Es sind, wieder einmal, diese bestimmten Versandhäuser breit im Gespräch, die sich selbst nicht als nationalsozialistische Versandhäuser bezeichnen, sondern als „nationale“, wie beispielsweise der „Weltnetzladen“. Wobei, wieder einmal, ausschließlich die T-Shirts und deren Käufer und Käuferinnen aufregen, die Bücher und deren Verfasser und Herausgeber aber unbeachtet bleiben, daß, wieder einmal, der Eindruck entstehen will, es soll damit unausgesprochen vermittelt werden, es sind vor allem des Lesens Unkundige, die derartige Produkte bestellen, es sei die sogenannte bildungsferne Schicht, die anfällig ist für derartige textile Propagandaprodukte, und wer imstande sei, wie die sogenannte bildungsnahe Schicht, Bücher zu kaufen und zu lesen, würde solche T-Shirts weder kaufen noch anziehen.

Diese Versandhäuser haben, etwa „Odin-Versand“ oder „Weltnetzladen“, aber ein reichhaltiges Sortiment an Büchern, das nicht nur verkauft werden will, sondern diese Bücher aus diesem recht ordentlich sortierten Angebot müssen zuerst einmal auch von wem geschrieben und herausgegeben werden, um in den Handel zu gelangen, die Verfasserinnen und Herausgeberinnen müssen also zumindest Schreibkundige sein … Weiter bedarf es auch Zeichenkundige als Bereitsteller für Umschlagbilder, wie Odin M. Wiesinger … Um derartige Bücher in Umlauf zu bringen, müssen diese menschgemäß zuerst gedruckt werden, das in der Regel ein Verlag übernimmt, wie etwa ein Verlag in der Steiermark

Es  mag für das Eigenbild der Gebildeten der Medien eine Notwendigkeit sein, vermitteln zu wollen, der typische Kunde von solchen Versandhäusern ist männlich, ungebildet und dumpf … Es wird wohl zutreffen, daß es vor allem Männer sind, die derartige textile Produkte kaufen, aber es entspricht nicht der Realität, daß die Erzeuger und Erzeugerinnen und die Verkäufer und Verkäuferinnen derartiger Produkte der sogenannten bildungsfernen Schicht angehören …

Realität ist, daß die Hersteller und Herstellerinnen solcher Produkte nicht nur hohe und höchste formale Bildungskarrieren vorzuweisen haben, sondern auch hohe und höchste Berufskarrieren, weiter auch Gehör finden bei einem Publikum, das selbst auf hohe und höchste … Ein Verweis auf das etwa zu Udo Ulfkotte bereits Geschriebene dürfte ausreichend sein.

Realität ist auch, daß viel und breit berichtet wurde, was Mitarbeiter von Dr.
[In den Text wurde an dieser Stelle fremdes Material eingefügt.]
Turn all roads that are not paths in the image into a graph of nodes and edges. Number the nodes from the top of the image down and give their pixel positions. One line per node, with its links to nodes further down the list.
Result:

Martin Graf textil bevorzugen, nicht aber über das Erzeugte des III. Präsidenten NR und dessen Vertrieb … Diesmal will nicht mehr als ein Hinweis auf das dazu bereits ausführlich Festgehaltene geschrieben werden, als Einladung zur Lektüre

Erfreulich in der Realität ist nur eines, daß das Deutsche Reich ein bloßer Aufkleber mehr ist, daß diese Geistesgrößen, mögen sie noch so viele Produkte aller Art erzeugen und vertreiben, sich ihr Reich nur mehr aufmalen können. Achtsam jedoch muß weiterhin darauf geschaut werden, daß die Tragödie sich nicht als Farce wiederholen kann, das Deutsche Reich das bleibt, was es jetzt ist, ein Abziehbildchen, das leicht von jedem Laternenpfahl zu kratzen und in den Müll …
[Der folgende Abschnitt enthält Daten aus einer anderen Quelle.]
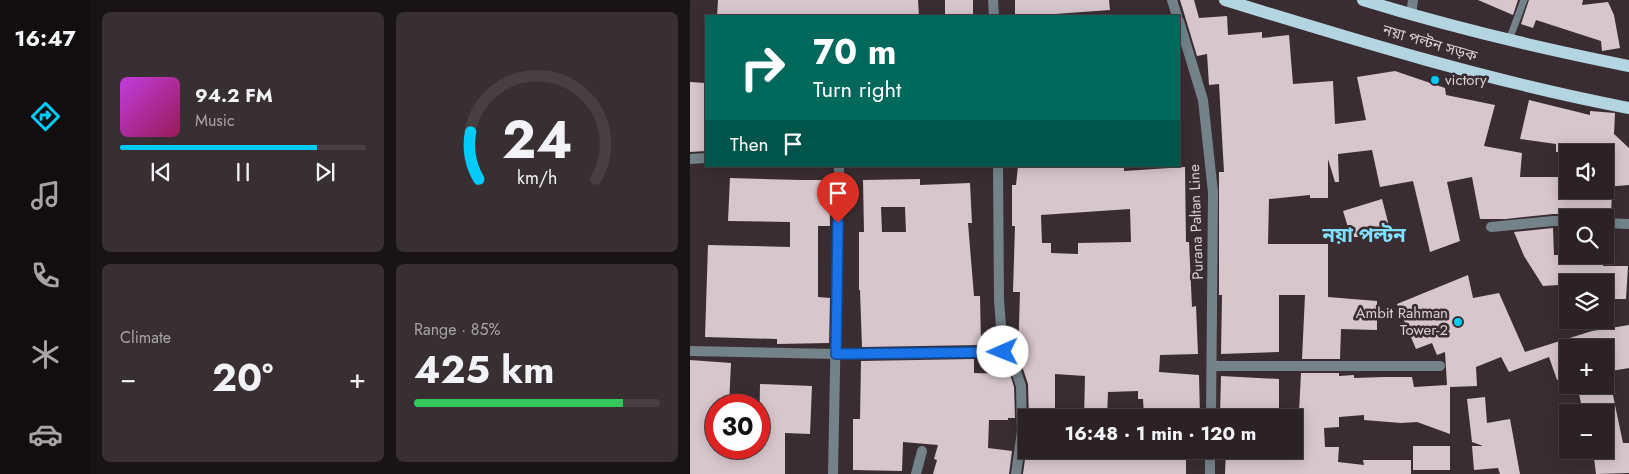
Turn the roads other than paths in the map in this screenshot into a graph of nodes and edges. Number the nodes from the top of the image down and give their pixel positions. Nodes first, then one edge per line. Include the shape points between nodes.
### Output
1 (993, 0) edge
2 (1172, 0) edge
3 (1225, 0) edge
4 (1363, 0) edge
5 (1413, 0) edge
6 (1524, 0) edge
7 (994, 15) edge
8 (1177, 15) edge
9 (1411, 15) junction
10 (1180, 24) edge
11 (1509, 40) junction
12 (1629, 66) edge
13 (1629, 108) edge
14 (705, 158) edge
15 (690, 159) edge
16 (839, 167) edge
17 (998, 167) edge
18 (1559, 221) edge
19 (1614, 223) edge
20 (1629, 224) edge
21 (1490, 227) dead end
22 (690, 351) edge
23 (1003, 352) junction
24 (836, 354) junction
25 (1212, 366) junction
26 (1440, 366) dead end
27 (1211, 409) edge
28 (922, 451) dead end
29 (1210, 459) edge
30 (833, 474) edge
31 (916, 474) edge
32 (1016, 474) edge
33 (1210, 474) edge

1 - 7 street
2 - 8 street
3 - 13 main road, নয়া পল্টন সড়ক via 1505,81
4 - 9 main road, নয়া পল্টন সড়ক
5 - 9 street
6 - 11 lane
9 - 11 main road, নয়া পল্টন সড়ক
10 - 25 street, Purana Paltan Line via 1203,100 1213,192
11 - 12 main road, নয়া পল্টন সড়ক
14 - 15 street
16 - 24 street
17 - 23 street via 999,300
18 - 21 street
19 - 20 street
22 - 24 street
23 - 24 street
23 - 32 street via 1015,368 1021,386 1022,431
24 - 30 street
25 - 26 street
25 - 27 street, Purana Paltan Line
28 - 31 street
29 - 33 street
David Duke und Karlheinz B. in Zell am See, Schweiz

Die Schweiz habe, ist aktuellen Medienberichten zu entnehmen, ein Aufenthaltsverbot gegen David Duke verhängt. Das Besondere daran ist, daß es einem Staat dennoch nicht mehr möglich ist, ihm aus unterschiedlichen Beweggründen nicht genehme oder gar unwillkommene Menschen innerhalb seiner Grenzen am Propagieren zu hindern, wie beispielsweise Karlheinz B. aus Zell am See …

Der Juwel dieses Beispieles ist aber, daß gerade jene, die am meisten von Grenzen, von Nation, von Heimat und Volk und Vaterland fiebern, selbst durch ihr Agieren diesem ihrem nationalistischen Hochgebet widersprechen, die Grenzen auflösen …
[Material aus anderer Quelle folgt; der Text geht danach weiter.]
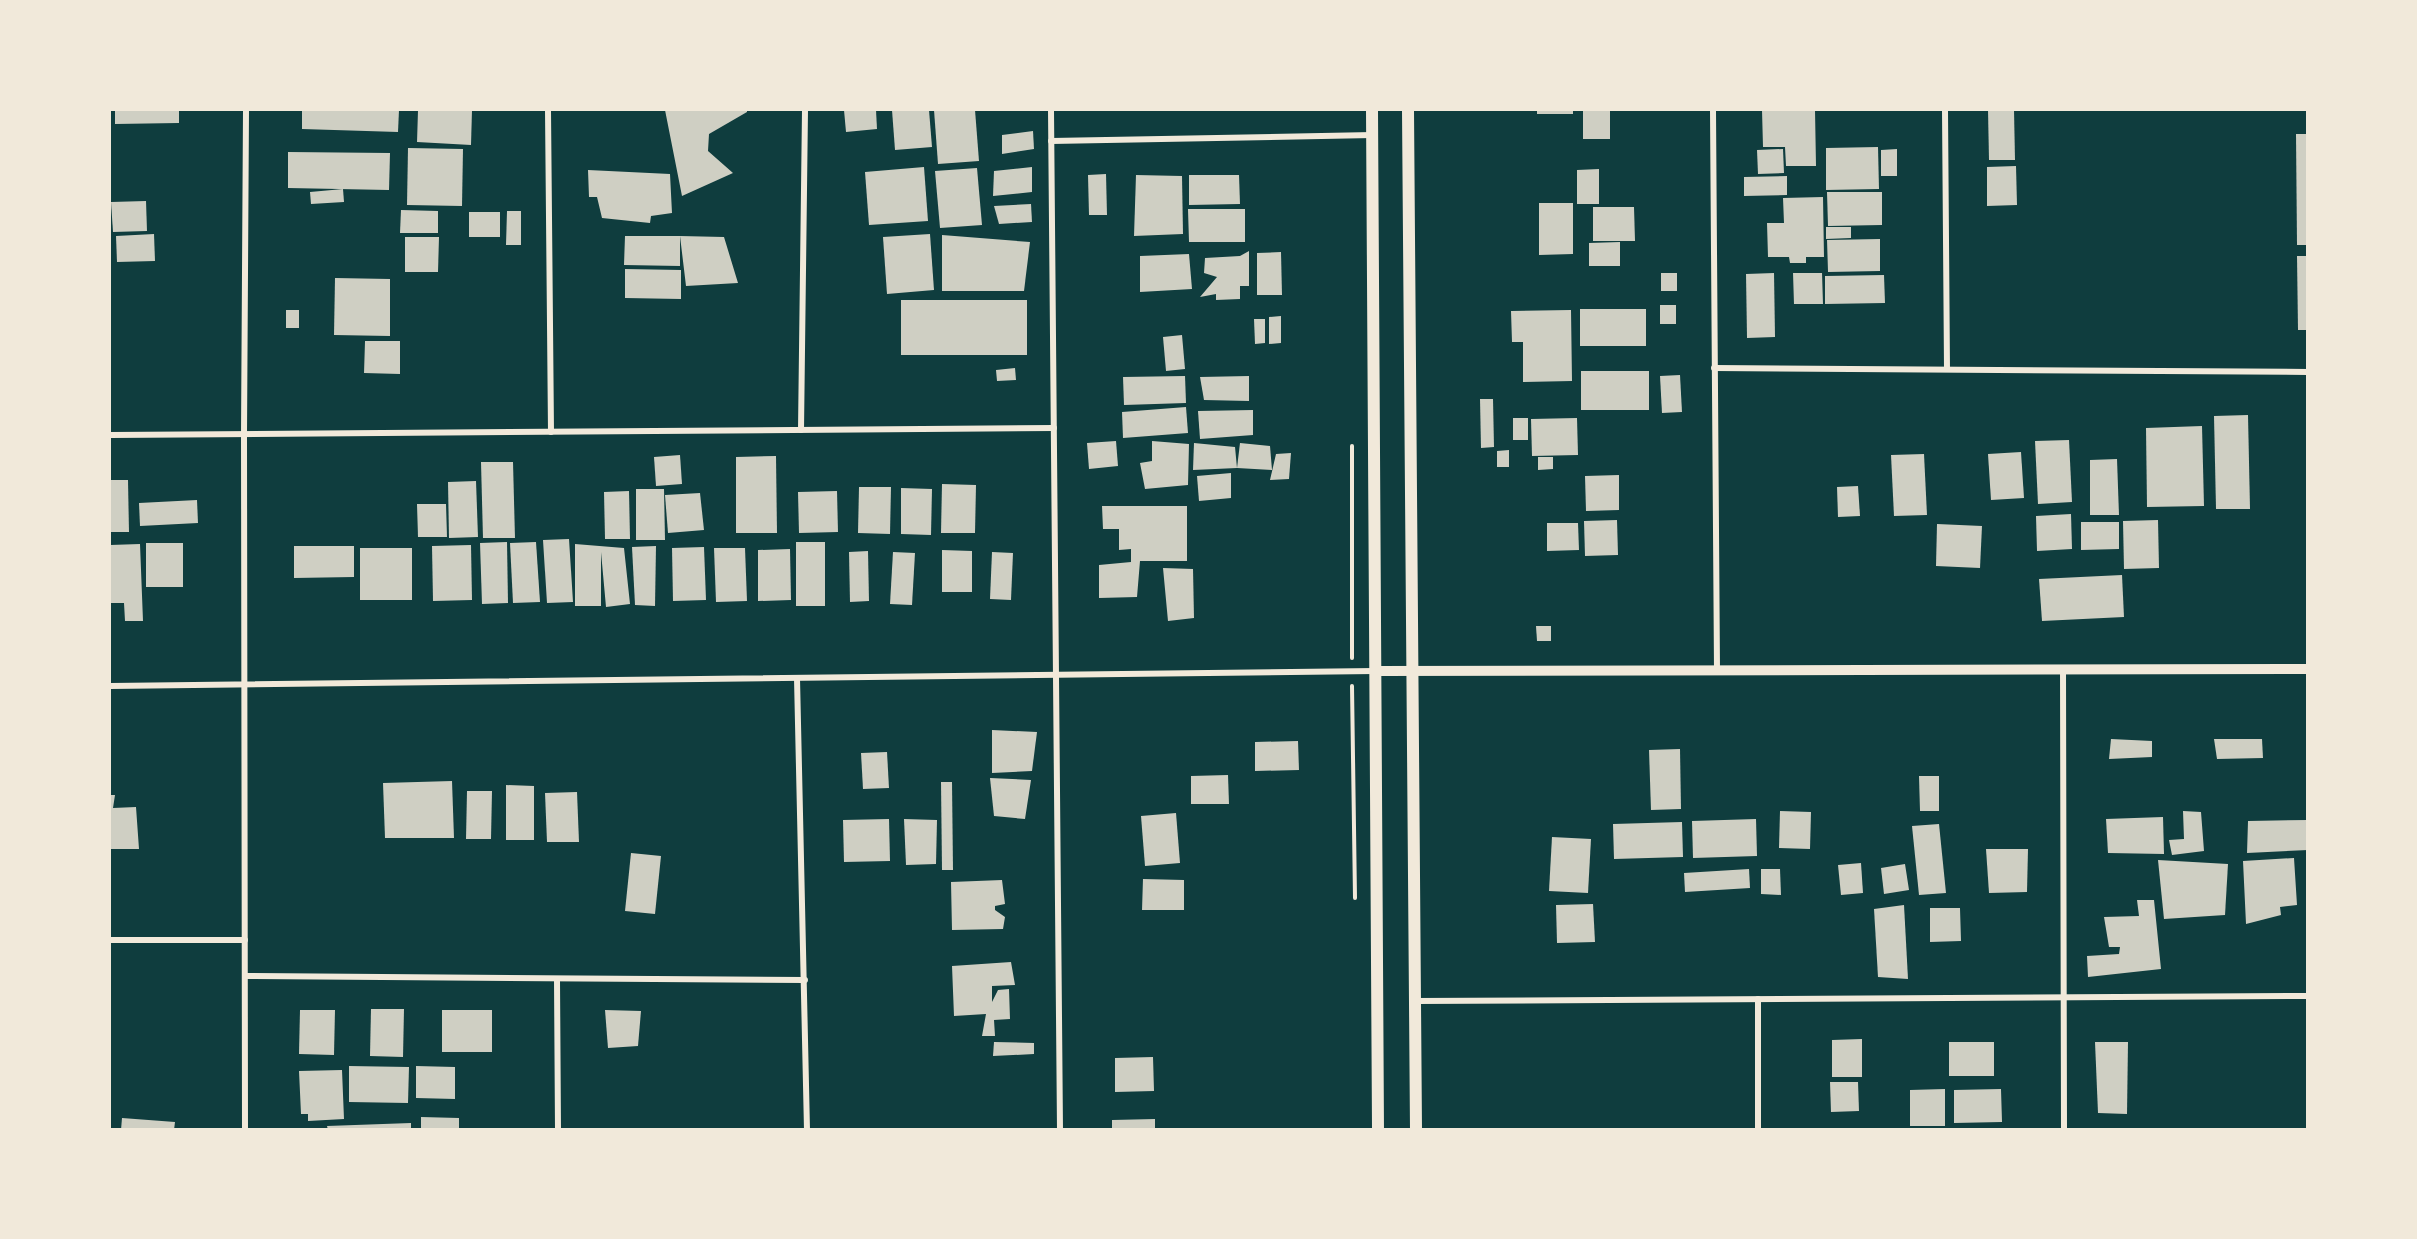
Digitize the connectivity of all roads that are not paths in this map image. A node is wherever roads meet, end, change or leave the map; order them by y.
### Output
1 (246, 110) edge
2 (548, 110) edge
3 (805, 110) edge
4 (1051, 110) edge
5 (1372, 110) edge
6 (1408, 110) edge
7 (1713, 110) edge
8 (1945, 110) edge
9 (1373, 135) junction
10 (1051, 141) junction
11 (1714, 368) junction
12 (1947, 369) junction
13 (2307, 372) edge
14 (1054, 428) junction
15 (801, 430) junction
16 (551, 432) junction
17 (244, 434) junction
18 (110, 435) edge
19 (2063, 669) junction
20 (2307, 669) edge
21 (1413, 670) junction
22 (1717, 670) junction
23 (1377, 671) junction
24 (1056, 674) junction
25 (797, 678) junction
26 (244, 684) junction
27 (110, 686) edge
28 (110, 940) edge
29 (244, 940) junction
30 (245, 976) junction
31 (557, 979) junction
32 (805, 980) junction
33 (2307, 996) edge
34 (2064, 997) junction
35 (1758, 999) junction
36 (1415, 1001) junction
37 (245, 1130) edge
38 (558, 1130) edge
39 (807, 1130) edge
40 (1060, 1130) edge
41 (1378, 1130) edge
42 (1416, 1130) edge
43 (1758, 1130) edge
44 (2064, 1130) edge

1 - 17 street
2 - 16 street
3 - 15 street
4 - 10 street
5 - 9 main road
6 - 21 main road
7 - 11 street
8 - 12 street
9 - 10 street
9 - 23 main road
10 - 14 street
11 - 12 street
11 - 22 street
12 - 13 street
14 - 15 street
14 - 24 street
15 - 16 street
16 - 17 street
17 - 18 street
17 - 26 street
19 - 20 street
19 - 22 street
19 - 34 street
21 - 22 street
21 - 23 street
21 - 36 main road
23 - 24 street
23 - 41 main road
24 - 25 street
24 - 40 street
25 - 26 street
25 - 32 street
26 - 27 street
26 - 29 street
28 - 29 street
29 - 30 street
30 - 31 street
30 - 37 street
31 - 32 street
31 - 38 street
32 - 39 street
33 - 34 street
34 - 35 street
34 - 44 street
35 - 36 street
35 - 43 street
36 - 42 main road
Odin Wiesinger, dem Reisegefährten vom III. Präsidenten NR, ist im Grunde dieses Beispiel zu verdanken, nein, eigentlich gebührt der Dank dem III. Präsidenten NR, denn ohne Dr. Martin Graf hätte es keine Möglichkeit gegeben, auf Odin Wiesinger aufmerksam zu werden, und von Odin Wiesinger führte dann, wie berichtet, der Weg nach Zell am See, zu Karlheinz B. –, nein, der Dank gebührt vor allem und zu einer überwältigenden Mehrheit den Abgeordneten der christschwarzen Partei, denn ohne sie wäre es nie zu dieser aufgezwungenen Rundreise vom Parlament in Wien aus gekommen, mit der heutigen Zwischenstation Zell am See …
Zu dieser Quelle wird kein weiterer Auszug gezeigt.